L’OCDE a été au premier plan pour documenter la hausse des inégalités depuis plusieurs décennies. Les chiffres sont frappants : au sein de l'OCDE, le revenu disponible moyen des 10% les plus riches de la population s'élève aujourd’hui en moyenne à environ neuf fois et demi celui des 10% les plus pauvres. Il y a 25 ans le facteur était de 7 à 1. Les inégalités de patrimoine sont encore plus prononcées, puisque les 10% les plus riches détiennent la moitié du patrimoine, alors que les 40% les plus pauvres n'en détiennent que 3%. La crise financière a renforcé ces tendances qui préexistaient: les bénéfices de la croissance profitaient déjà majoritairement aux revenus les plus élevés avant 2008, et ce y compris durant les périodes de fort développement économique. Dans de nombreux pays émergents ou en voie de développement, malgré la réduction considérable de la pauvreté les inégalités sont toujours élevées.

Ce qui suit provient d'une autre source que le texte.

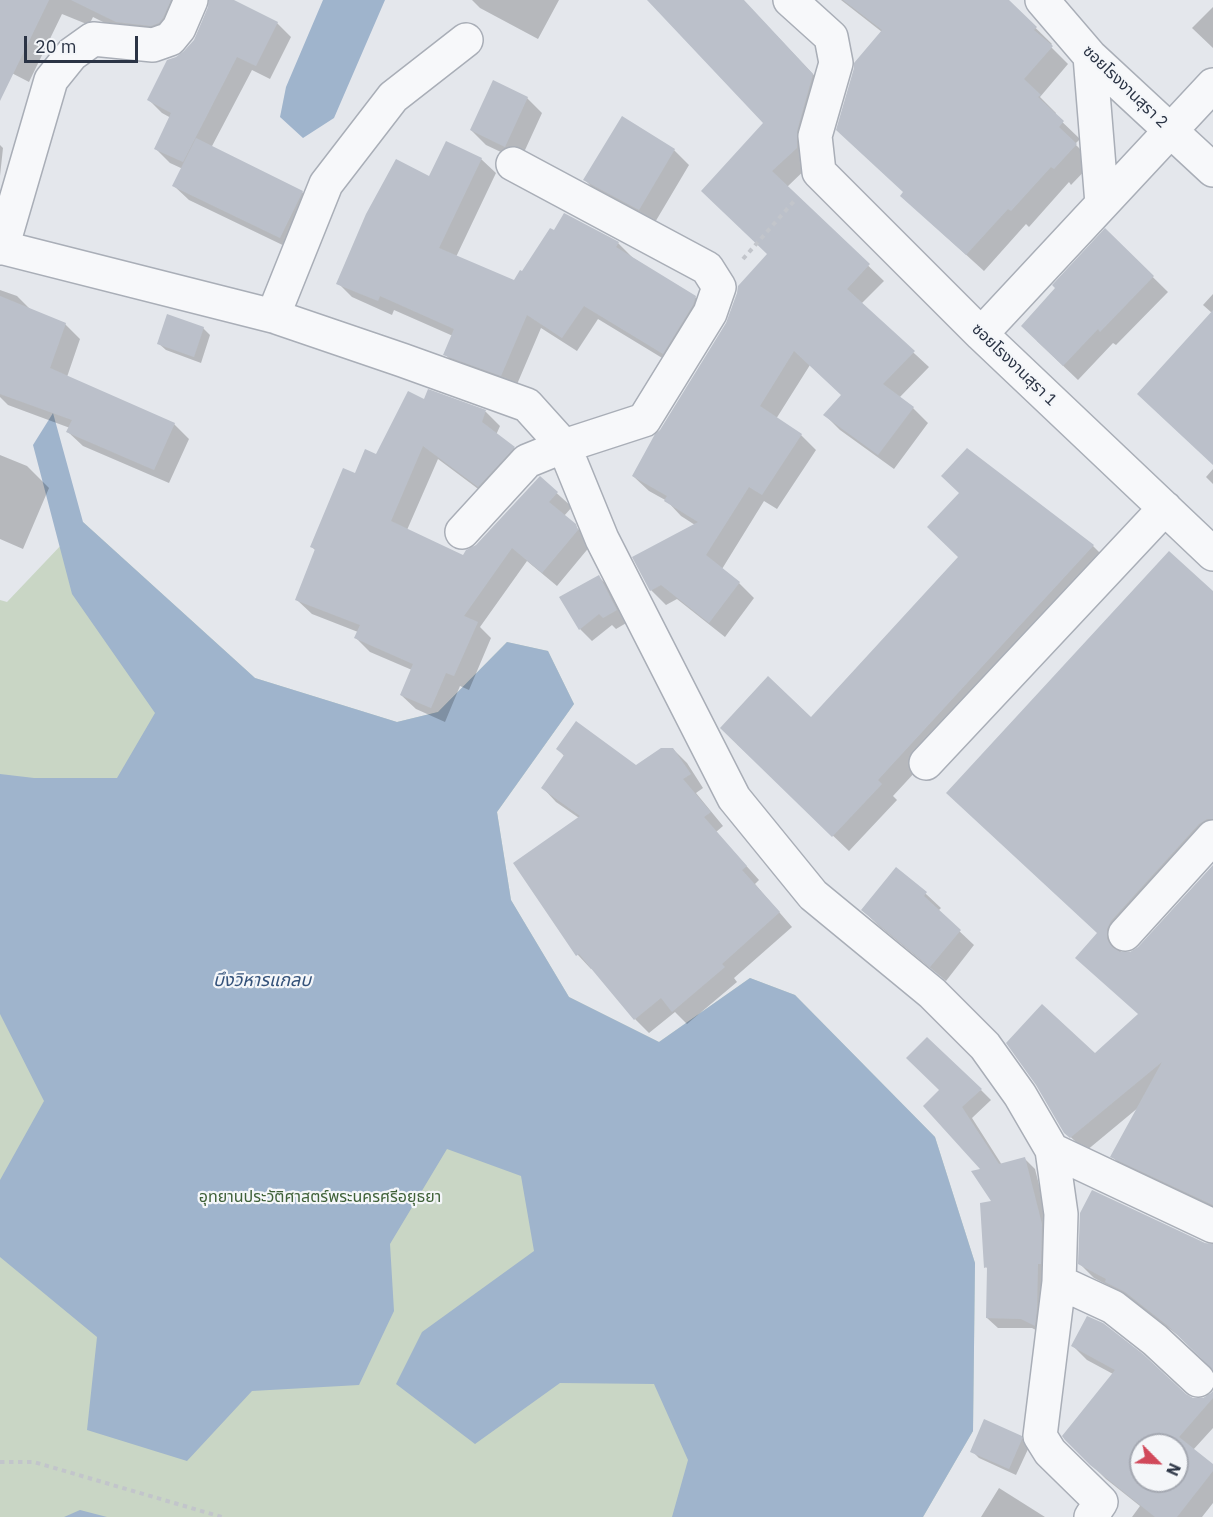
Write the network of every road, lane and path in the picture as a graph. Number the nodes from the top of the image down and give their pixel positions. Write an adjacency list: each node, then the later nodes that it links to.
1 (191, 0): 12 (street)
2 (790, 0): 10 (street)
3 (1042, 0): 5 (street, ซอยโรงงานสุรา 2)
4 (466, 40): 14 (street)
5 (1090, 56): 7 (street, ซอยโรงงานสุรา 2); 11 (street)
6 (1213, 85): 7 (street)
7 (1170, 130): 9 (street, ซอยโรงงานสุรา 2); 11 (street)
8 (513, 164): 13 (street)
9 (1213, 170)
10 (819, 172): 13 (path); 15 (street, ซอยโรงงานสุรา 1)
11 (1102, 204): 15 (street)
12 (1, 248): 14 (street)
13 (718, 287): 16 (street)
14 (273, 316): 16 (street)
15 (981, 334): 17 (street, ซอยโรงงานสุรา 1)
16 (564, 446): 18 (street); 23 (street)
17 (1164, 508): 19 (street, ซอยโรงงานสุรา 1); 20 (street)
18 (462, 532)
19 (1213, 554)
20 (926, 764)
21 (1213, 837): 22 (street)
22 (1125, 934)
23 (1052, 1150): 24 (street); 25 (street)
24 (1213, 1226)
25 (1059, 1282): 26 (street); 29 (street)
26 (1198, 1380)
27 (0, 1462): 28 (path)
28 (222, 1517)
29 (1091, 1517)

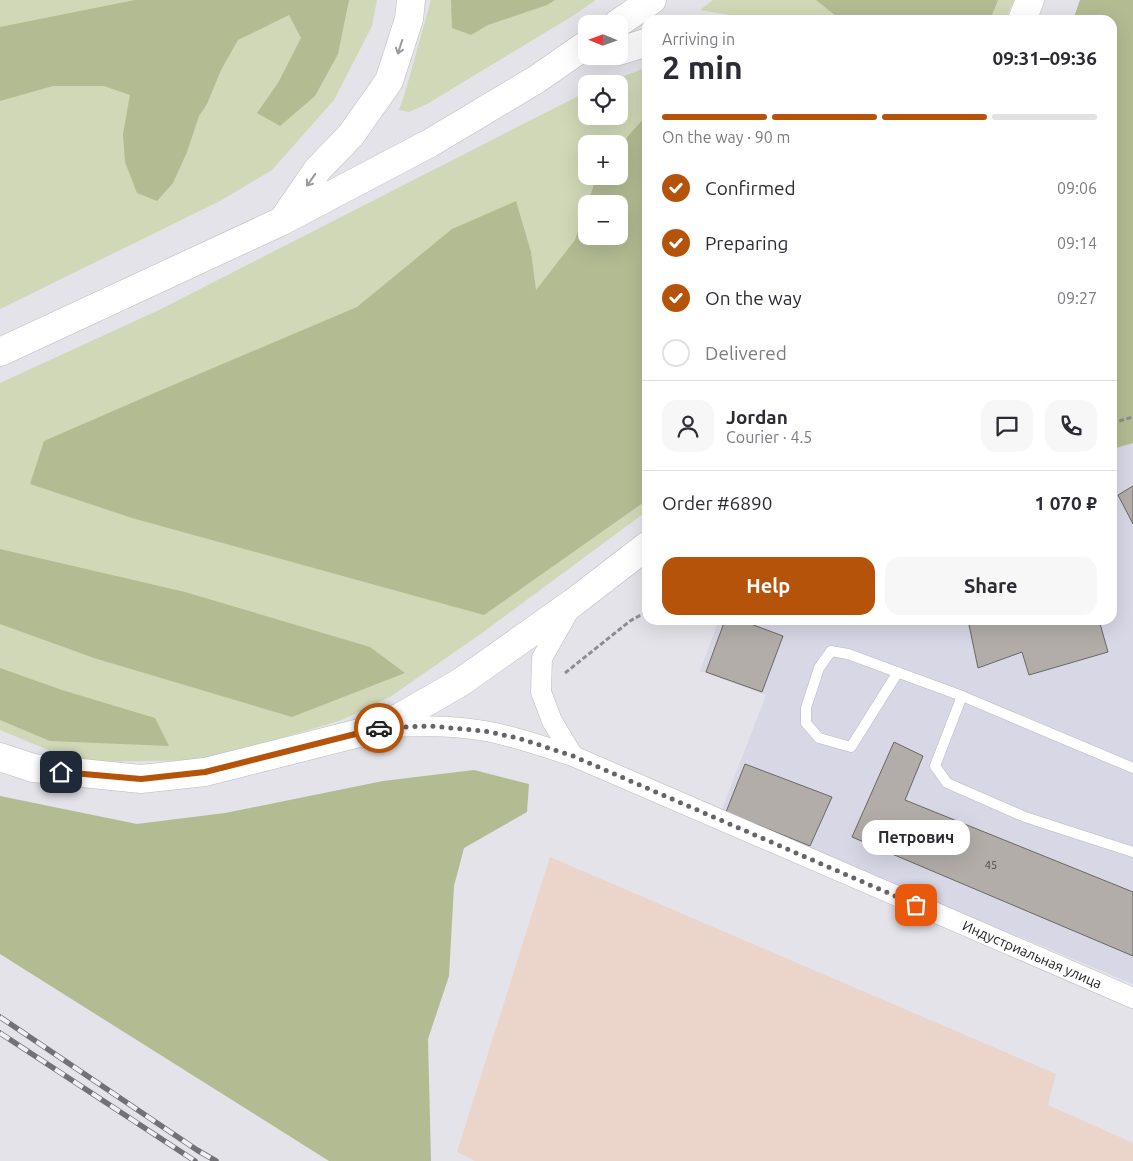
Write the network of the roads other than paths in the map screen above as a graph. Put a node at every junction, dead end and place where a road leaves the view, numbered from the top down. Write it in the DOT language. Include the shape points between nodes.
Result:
graph roads {
  1 [pos="410,0"];
  2 [pos="652,0"];
  3 [pos="1030,0"];
  4 [pos="1024,15"];
  5 [pos="628,16"];
  6 [pos="642,44"];
  7 [pos="628,48"];
  8 [pos="578,51"];
  9 [pos="578,64"];
  10 [pos="537,79"];
  11 [pos="282,221"];
  12 [pos="0,352"];
  13 [pos="642,550"];
  14 [pos="574,602"];
  15 [pos="898,672"];
  16 [pos="962,696"];
  17 [pos="383,727"];
  18 [pos="573,756"];
  19 [pos="0,757"];
  20 [pos="1133,768"];
  21 [pos="1133,852"];
  22 [pos="1133,998"];
  1 -- 11 [label="street, one-way" via="409,19 389,81 351,135 318,169"];
  2 -- 5 [label="street"];
  3 -- 4 [label="street"];
  6 -- 7 [label="street"];
  8 -- 10 [label="street"];
  9 -- 10 [label="street"];
  10 -- 11 [label="street" via="430,143"];
  11 -- 12 [label="street"];
  13 -- 14 [label="street"];
  14 -- 17 [label="street" via="461,682"];
  14 -- 18 [label="street" via="542,658 541,692 552,720"];
  15 -- 15 [label="lane" via="831,651 819,668 806,708 806,723 819,738 851,747"];
  15 -- 16 [label="lane"];
  16 -- 20 [label="lane"];
  16 -- 21 [label="lane" via="935,766 947,783 1025,817"];
  17 -- 18 [label="street, Индустриальная улица" via="430,726 484,731"];
  17 -- 19 [label="street" via="205,772 141,779 33,768"];
  18 -- 22 [label="street, Индустриальная улица"];
}
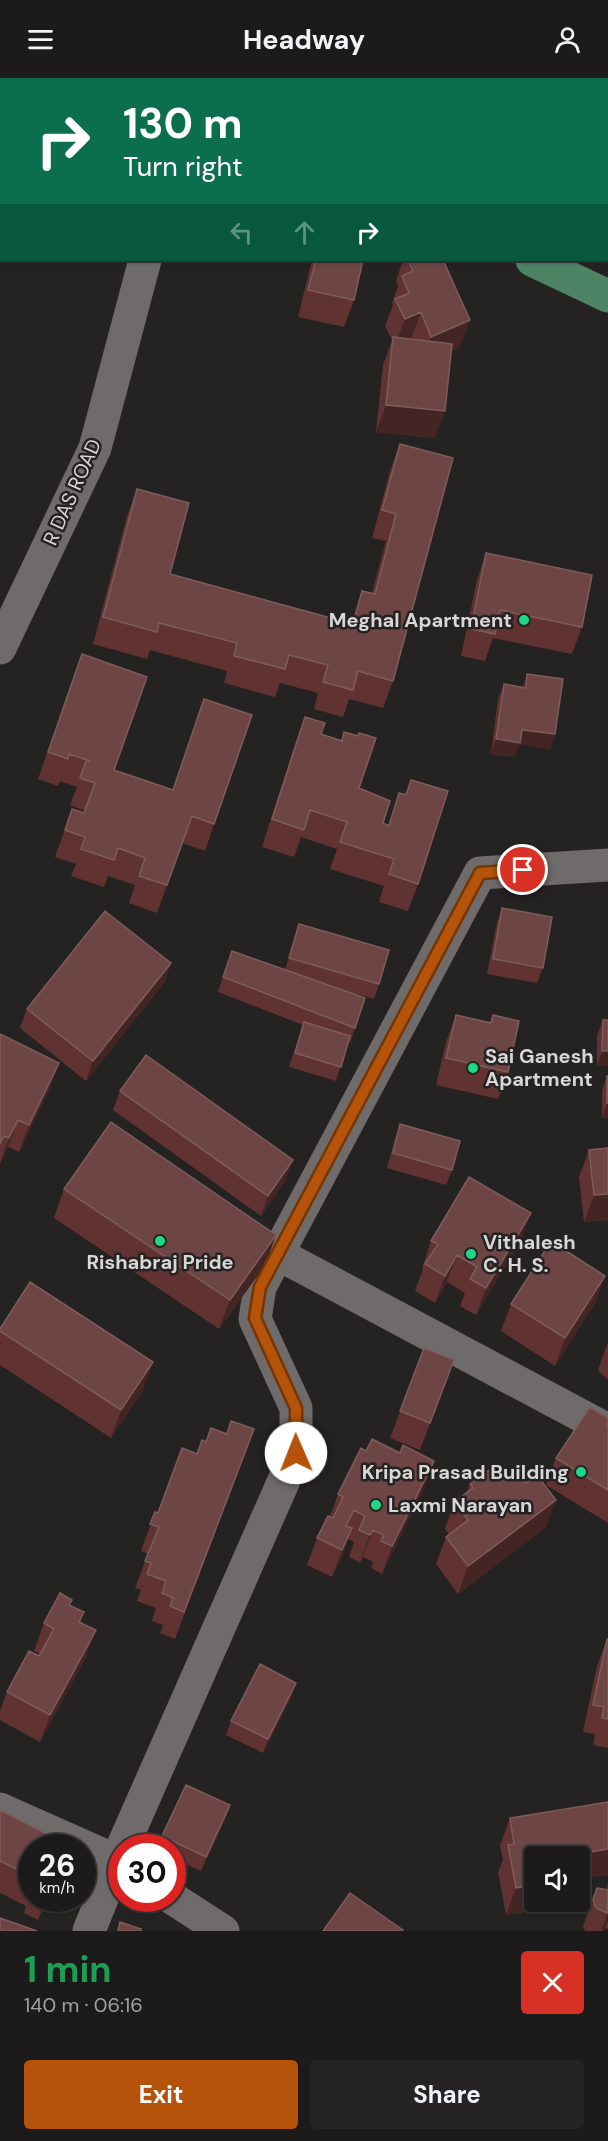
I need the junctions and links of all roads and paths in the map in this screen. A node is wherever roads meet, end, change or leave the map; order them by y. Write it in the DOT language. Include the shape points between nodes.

Nous avons depuis longtemps insisté sur la nature multidimensionnelle des inégalités. Le statut socio-économique influence fortement les perspectives d’emploi, la qualité du travail, l'état de santé, l’éducation et d’autres dimensions (y compris l'accès à des réseaux) importantes pour le bien-être. Les enfants dont les parents n’ont pas fait d'études au-delà du secondaire n’ont que 15% de chances d’aller à l’université, comparé à 60% pour ceux dont au moins un parent est diplômé du supérieur. Un retard acquis dès le plus jeune âge peut avoir des conséquences tout au long de sa vie. Un déficit d’éducation n’entraine pas seulement des salaires plus bas mais aussi, et de manière plus inquiétante, une espérance de vie plus courte. Au sein de l'OCDE, un homme de 25 ans ayant fait des études supérieures peut espérer vivre presque 8 ans de plus en moyenne que son homologue moins diplômé ; la différence est de 4,6 ans pour les femmes.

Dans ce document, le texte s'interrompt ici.